** GIVEN DATA **
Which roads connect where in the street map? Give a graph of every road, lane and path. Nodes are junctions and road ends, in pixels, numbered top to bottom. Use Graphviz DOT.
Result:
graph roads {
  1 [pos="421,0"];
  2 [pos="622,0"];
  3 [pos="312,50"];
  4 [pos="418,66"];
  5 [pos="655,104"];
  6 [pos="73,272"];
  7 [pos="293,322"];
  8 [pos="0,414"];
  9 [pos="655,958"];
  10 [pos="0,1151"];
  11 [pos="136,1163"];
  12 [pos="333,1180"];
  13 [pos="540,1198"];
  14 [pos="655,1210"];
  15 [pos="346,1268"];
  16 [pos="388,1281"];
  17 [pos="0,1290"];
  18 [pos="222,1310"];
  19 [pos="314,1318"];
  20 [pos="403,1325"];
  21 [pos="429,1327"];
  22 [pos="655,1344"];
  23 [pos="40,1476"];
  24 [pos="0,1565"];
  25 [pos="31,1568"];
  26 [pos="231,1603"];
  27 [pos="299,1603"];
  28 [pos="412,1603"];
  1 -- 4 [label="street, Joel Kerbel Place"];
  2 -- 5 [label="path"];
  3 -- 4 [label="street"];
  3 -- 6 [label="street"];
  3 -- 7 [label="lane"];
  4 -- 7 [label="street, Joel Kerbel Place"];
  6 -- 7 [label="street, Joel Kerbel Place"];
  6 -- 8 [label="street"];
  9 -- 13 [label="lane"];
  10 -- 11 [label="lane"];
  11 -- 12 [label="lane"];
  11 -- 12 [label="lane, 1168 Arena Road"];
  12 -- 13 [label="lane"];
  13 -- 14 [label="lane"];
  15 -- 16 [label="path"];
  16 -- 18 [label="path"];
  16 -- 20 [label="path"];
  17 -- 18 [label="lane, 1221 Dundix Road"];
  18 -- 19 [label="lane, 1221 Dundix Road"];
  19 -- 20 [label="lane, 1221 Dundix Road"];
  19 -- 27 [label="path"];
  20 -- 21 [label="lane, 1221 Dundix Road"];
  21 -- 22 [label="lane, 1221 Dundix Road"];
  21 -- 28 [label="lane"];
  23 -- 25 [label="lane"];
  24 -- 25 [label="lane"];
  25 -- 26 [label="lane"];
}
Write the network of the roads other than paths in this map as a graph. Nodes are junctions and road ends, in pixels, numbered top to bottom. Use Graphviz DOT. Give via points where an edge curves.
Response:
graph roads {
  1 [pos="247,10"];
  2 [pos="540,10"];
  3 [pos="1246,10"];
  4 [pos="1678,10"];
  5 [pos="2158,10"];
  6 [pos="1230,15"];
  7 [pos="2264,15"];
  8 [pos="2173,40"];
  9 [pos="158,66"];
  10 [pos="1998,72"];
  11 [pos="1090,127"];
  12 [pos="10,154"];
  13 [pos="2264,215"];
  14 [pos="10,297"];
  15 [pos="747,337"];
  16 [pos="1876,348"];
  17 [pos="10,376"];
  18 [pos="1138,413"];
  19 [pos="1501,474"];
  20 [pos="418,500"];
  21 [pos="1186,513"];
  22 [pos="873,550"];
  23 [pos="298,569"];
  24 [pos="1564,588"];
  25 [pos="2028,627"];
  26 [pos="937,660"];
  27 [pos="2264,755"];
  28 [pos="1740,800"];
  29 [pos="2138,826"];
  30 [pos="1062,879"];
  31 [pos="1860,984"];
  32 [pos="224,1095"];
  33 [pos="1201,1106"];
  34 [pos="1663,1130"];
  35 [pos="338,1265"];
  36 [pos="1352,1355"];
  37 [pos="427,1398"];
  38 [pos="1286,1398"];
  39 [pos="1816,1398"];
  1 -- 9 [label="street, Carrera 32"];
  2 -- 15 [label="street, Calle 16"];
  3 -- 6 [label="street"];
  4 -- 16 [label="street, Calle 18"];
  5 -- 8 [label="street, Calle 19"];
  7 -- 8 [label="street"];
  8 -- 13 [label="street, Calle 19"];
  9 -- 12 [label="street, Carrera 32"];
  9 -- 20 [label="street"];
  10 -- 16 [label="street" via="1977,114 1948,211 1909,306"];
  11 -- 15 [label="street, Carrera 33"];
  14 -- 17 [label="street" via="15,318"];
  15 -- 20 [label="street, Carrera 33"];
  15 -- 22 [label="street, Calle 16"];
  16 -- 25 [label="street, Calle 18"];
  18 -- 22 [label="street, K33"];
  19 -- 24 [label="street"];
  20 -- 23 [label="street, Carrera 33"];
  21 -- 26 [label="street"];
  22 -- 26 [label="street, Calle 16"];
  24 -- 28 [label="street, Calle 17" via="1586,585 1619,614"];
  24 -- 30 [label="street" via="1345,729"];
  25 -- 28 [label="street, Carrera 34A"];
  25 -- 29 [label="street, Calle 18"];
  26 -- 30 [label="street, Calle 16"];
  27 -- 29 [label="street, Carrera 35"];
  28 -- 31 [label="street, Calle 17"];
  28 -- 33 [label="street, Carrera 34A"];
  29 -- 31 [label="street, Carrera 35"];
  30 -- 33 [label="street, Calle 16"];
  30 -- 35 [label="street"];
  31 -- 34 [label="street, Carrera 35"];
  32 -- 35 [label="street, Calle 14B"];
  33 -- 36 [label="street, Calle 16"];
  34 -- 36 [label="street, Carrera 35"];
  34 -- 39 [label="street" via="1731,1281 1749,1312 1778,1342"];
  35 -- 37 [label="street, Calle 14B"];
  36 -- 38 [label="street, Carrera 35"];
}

** WORK TO COMPLETE **
Pull every line with the string "numbered" from the data above.

** SOLUTION TO THIS EXERCISE **
Which roads connect where in the street map? Give a graph of every road, lane and path. Nodes are junctions and road ends, in pixels, numbered top to bottom. Use Graphviz DOT.
Write the network of the roads other than paths in this map as a graph. Nodes are junctions and road ends, in pixels, numbered top to bottom. Use Graphviz DOT. Give via points where an edge curves.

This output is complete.